### [Task objective]
What lines in the records below include the word "Cherry"? Return each one.

+--

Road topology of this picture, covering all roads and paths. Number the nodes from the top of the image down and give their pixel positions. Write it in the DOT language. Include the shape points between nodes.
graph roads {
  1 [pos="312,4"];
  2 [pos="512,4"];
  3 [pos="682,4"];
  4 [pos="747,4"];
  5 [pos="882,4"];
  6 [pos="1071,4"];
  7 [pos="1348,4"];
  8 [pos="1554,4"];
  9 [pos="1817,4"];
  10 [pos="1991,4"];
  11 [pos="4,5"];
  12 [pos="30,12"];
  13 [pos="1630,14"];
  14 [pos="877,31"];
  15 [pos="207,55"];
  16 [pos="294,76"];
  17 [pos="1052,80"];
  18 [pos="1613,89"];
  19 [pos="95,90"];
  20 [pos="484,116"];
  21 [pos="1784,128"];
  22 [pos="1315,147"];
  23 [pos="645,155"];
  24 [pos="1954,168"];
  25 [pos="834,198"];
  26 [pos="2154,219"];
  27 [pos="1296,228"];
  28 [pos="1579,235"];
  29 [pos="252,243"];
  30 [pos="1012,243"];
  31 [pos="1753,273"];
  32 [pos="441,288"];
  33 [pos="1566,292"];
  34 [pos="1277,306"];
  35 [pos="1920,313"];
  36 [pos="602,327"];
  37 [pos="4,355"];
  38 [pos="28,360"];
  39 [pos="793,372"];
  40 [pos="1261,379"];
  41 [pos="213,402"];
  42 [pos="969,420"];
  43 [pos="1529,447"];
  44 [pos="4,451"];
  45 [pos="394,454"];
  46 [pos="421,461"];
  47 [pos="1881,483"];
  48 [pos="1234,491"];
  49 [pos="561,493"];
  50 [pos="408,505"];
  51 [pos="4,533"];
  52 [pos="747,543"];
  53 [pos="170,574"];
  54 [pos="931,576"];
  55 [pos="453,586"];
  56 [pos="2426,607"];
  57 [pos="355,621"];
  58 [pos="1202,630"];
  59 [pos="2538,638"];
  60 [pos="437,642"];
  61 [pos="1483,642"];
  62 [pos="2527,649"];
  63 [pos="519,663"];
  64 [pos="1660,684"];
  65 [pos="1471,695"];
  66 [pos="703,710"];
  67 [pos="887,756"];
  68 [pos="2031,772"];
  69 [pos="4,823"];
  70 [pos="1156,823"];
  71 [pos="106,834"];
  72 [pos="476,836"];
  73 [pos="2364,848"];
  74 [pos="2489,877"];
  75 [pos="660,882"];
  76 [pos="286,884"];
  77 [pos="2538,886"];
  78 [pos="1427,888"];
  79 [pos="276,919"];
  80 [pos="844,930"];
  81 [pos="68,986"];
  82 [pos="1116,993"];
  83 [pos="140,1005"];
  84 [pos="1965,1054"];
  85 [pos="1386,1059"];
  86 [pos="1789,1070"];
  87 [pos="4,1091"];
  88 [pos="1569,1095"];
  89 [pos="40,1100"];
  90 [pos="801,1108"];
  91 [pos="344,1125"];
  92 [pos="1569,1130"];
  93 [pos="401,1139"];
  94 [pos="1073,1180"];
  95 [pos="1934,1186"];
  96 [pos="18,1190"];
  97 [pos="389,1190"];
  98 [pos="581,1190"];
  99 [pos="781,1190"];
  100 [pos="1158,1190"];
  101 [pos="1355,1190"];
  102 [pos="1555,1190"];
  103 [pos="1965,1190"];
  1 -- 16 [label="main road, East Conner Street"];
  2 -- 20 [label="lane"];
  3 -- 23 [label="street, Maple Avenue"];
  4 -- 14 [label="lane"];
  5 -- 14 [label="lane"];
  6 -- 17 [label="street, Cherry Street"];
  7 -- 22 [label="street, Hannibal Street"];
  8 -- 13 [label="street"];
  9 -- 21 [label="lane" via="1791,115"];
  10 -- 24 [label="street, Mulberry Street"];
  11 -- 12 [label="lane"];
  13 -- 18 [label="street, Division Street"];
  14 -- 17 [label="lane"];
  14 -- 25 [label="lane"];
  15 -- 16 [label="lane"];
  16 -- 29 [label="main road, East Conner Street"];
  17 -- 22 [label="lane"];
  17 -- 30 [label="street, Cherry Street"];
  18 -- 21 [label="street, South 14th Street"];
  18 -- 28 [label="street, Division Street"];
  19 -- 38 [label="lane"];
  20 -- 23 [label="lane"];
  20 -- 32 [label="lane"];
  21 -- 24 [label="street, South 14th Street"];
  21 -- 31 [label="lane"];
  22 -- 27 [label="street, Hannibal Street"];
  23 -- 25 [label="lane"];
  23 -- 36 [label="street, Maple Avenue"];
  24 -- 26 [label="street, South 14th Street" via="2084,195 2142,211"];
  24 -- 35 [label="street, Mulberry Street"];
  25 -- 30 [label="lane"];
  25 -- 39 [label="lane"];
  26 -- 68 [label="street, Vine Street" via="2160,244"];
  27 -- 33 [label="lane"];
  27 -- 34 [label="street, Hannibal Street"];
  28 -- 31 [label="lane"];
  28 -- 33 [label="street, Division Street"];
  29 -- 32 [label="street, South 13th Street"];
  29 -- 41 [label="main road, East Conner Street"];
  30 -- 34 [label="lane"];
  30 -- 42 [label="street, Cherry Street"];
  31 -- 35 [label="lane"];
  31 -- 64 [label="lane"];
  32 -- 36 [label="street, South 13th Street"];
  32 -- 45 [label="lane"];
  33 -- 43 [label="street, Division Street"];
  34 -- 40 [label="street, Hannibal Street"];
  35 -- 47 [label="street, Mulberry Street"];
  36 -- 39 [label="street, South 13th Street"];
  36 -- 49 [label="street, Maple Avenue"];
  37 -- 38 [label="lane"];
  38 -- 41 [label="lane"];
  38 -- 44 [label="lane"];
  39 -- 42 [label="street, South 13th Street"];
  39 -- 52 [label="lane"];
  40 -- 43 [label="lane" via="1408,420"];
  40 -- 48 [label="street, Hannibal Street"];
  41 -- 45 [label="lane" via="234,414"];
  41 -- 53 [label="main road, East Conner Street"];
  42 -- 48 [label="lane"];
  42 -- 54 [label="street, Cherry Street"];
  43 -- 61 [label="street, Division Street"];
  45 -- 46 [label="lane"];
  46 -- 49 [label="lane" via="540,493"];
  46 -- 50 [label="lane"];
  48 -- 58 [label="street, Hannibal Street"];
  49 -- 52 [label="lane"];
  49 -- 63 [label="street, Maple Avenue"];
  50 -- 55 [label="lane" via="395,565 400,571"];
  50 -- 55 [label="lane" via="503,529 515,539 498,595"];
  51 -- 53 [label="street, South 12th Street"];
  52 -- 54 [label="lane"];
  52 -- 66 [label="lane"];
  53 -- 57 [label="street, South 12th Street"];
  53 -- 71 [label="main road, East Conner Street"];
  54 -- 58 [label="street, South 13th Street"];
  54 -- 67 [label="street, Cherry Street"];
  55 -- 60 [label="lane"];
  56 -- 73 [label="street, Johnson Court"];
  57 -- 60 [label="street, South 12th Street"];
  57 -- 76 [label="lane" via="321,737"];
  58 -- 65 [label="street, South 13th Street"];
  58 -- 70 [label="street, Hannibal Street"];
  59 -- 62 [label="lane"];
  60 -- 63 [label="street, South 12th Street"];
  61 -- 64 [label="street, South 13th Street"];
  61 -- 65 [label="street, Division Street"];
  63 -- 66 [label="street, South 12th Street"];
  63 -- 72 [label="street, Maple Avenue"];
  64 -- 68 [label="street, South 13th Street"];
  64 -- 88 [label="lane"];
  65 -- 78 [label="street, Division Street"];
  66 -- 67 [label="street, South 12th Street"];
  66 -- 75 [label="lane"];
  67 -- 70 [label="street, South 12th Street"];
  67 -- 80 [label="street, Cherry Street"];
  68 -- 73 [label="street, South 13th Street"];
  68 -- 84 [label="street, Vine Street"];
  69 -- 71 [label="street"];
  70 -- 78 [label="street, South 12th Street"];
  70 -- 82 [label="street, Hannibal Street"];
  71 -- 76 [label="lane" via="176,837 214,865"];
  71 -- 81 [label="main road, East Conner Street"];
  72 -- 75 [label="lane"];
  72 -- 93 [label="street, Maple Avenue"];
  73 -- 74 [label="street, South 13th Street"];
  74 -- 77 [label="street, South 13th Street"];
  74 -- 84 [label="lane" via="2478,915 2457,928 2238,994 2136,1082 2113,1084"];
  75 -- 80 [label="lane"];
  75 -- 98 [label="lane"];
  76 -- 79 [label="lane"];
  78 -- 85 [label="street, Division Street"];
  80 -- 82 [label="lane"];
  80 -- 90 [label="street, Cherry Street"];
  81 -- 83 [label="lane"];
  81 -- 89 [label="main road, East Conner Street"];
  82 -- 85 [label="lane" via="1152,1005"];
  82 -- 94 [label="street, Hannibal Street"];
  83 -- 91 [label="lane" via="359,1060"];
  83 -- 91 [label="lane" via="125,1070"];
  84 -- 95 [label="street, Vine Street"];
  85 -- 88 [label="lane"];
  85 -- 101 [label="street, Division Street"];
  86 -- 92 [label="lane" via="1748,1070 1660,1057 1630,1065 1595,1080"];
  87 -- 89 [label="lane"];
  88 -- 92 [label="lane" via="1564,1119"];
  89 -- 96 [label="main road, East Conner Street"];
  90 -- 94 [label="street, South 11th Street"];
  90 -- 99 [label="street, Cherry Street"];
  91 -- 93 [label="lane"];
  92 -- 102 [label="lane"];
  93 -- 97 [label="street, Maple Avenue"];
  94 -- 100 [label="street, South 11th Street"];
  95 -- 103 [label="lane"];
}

+--

### [Problem solution]
  6 -- 17 [label="street, Cherry Street"];
  17 -- 30 [label="street, Cherry Street"];
  30 -- 42 [label="street, Cherry Street"];
  42 -- 54 [label="street, Cherry Street"];
  54 -- 67 [label="street, Cherry Street"];
  67 -- 80 [label="street, Cherry Street"];
  80 -- 90 [label="street, Cherry Street"];
  90 -- 99 [label="street, Cherry Street"];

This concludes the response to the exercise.